_Exercise aim_: Pull out every line with the word "Thimble" from the entries below.

_Recorded information_:
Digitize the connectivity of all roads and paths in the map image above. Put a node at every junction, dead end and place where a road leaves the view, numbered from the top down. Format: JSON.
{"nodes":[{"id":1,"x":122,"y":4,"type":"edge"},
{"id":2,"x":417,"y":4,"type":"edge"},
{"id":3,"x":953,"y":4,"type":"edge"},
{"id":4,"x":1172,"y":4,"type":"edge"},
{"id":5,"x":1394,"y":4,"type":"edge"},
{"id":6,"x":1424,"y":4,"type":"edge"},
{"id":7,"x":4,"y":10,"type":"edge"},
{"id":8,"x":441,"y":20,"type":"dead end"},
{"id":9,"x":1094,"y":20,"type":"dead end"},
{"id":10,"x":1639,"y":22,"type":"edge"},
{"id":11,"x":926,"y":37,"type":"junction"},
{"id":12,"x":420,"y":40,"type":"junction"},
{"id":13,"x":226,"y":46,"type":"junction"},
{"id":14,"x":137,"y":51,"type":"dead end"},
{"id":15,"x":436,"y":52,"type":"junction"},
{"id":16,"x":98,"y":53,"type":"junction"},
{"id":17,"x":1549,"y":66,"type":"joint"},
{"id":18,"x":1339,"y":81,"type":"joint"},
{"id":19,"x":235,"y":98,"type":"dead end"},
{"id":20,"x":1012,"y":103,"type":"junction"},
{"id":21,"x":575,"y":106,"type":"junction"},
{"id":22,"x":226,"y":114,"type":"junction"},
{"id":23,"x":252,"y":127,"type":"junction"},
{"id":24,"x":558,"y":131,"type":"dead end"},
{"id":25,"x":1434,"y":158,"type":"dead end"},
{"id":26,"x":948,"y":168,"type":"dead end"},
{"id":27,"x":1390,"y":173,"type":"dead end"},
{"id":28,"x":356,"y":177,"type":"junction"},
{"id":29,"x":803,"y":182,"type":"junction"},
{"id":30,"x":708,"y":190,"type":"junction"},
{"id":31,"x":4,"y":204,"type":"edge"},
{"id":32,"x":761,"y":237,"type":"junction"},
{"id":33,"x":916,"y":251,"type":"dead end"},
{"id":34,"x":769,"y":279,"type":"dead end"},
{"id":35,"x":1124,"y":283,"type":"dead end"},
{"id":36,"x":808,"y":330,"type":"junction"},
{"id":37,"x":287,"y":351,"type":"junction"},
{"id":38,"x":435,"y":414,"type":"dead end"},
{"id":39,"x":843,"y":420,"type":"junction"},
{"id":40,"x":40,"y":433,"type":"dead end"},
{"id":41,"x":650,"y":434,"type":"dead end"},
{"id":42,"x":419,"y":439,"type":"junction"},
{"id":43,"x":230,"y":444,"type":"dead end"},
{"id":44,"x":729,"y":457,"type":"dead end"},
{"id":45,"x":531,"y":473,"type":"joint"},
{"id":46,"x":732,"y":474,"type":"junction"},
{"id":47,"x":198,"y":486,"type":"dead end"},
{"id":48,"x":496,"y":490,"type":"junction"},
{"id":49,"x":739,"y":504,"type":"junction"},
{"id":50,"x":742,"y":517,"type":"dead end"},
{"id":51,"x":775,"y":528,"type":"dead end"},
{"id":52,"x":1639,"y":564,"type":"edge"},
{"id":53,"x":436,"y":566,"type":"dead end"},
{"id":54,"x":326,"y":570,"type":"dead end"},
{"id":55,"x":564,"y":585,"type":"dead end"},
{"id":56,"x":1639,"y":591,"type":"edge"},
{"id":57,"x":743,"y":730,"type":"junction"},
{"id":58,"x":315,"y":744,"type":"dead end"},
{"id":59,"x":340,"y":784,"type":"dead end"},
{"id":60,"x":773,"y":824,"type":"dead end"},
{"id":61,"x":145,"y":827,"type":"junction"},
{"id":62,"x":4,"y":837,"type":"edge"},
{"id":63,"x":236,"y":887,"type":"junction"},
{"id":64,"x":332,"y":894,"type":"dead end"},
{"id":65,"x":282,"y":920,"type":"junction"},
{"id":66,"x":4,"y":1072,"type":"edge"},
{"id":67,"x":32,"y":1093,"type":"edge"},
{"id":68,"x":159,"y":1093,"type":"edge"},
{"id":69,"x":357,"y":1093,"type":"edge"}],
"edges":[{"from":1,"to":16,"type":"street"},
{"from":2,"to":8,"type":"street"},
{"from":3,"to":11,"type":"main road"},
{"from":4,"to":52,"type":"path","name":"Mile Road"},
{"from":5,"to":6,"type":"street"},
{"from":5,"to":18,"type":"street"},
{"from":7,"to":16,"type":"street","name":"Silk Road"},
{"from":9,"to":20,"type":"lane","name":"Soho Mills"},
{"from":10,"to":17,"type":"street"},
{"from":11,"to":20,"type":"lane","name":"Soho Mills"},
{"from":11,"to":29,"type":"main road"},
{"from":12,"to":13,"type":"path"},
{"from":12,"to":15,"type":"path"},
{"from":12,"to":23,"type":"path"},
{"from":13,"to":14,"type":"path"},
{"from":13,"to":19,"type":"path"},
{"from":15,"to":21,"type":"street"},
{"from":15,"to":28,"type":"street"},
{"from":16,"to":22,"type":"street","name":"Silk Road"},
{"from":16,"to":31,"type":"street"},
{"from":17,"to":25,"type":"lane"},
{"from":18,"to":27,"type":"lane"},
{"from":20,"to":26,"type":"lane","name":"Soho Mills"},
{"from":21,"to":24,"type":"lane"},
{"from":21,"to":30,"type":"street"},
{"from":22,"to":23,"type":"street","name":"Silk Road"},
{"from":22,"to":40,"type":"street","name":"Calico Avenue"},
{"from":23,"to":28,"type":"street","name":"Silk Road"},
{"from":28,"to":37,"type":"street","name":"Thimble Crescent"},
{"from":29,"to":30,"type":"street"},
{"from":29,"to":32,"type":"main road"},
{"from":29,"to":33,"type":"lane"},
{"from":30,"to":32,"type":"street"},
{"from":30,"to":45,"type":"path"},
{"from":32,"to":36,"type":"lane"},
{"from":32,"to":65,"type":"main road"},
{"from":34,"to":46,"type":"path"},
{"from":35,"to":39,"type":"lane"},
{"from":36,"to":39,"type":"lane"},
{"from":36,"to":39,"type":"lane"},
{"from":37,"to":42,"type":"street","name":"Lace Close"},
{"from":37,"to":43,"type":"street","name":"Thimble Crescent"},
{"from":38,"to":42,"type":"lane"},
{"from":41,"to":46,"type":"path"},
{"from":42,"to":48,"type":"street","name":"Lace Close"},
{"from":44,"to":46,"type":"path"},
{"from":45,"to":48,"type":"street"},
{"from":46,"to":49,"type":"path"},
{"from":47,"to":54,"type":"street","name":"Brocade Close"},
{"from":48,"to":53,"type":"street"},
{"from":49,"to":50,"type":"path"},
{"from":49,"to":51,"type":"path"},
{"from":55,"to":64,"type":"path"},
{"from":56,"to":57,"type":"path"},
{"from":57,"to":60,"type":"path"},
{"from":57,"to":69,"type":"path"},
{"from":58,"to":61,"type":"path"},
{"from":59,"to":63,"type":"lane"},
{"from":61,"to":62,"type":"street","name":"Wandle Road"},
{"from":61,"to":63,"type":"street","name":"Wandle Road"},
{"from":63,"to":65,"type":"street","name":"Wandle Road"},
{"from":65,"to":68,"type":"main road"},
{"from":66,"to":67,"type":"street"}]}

_Solution for this problem_:
{"from":28,"to":37,"type":"street","name":"Thimble Crescent"},
{"from":37,"to":43,"type":"street","name":"Thimble Crescent"},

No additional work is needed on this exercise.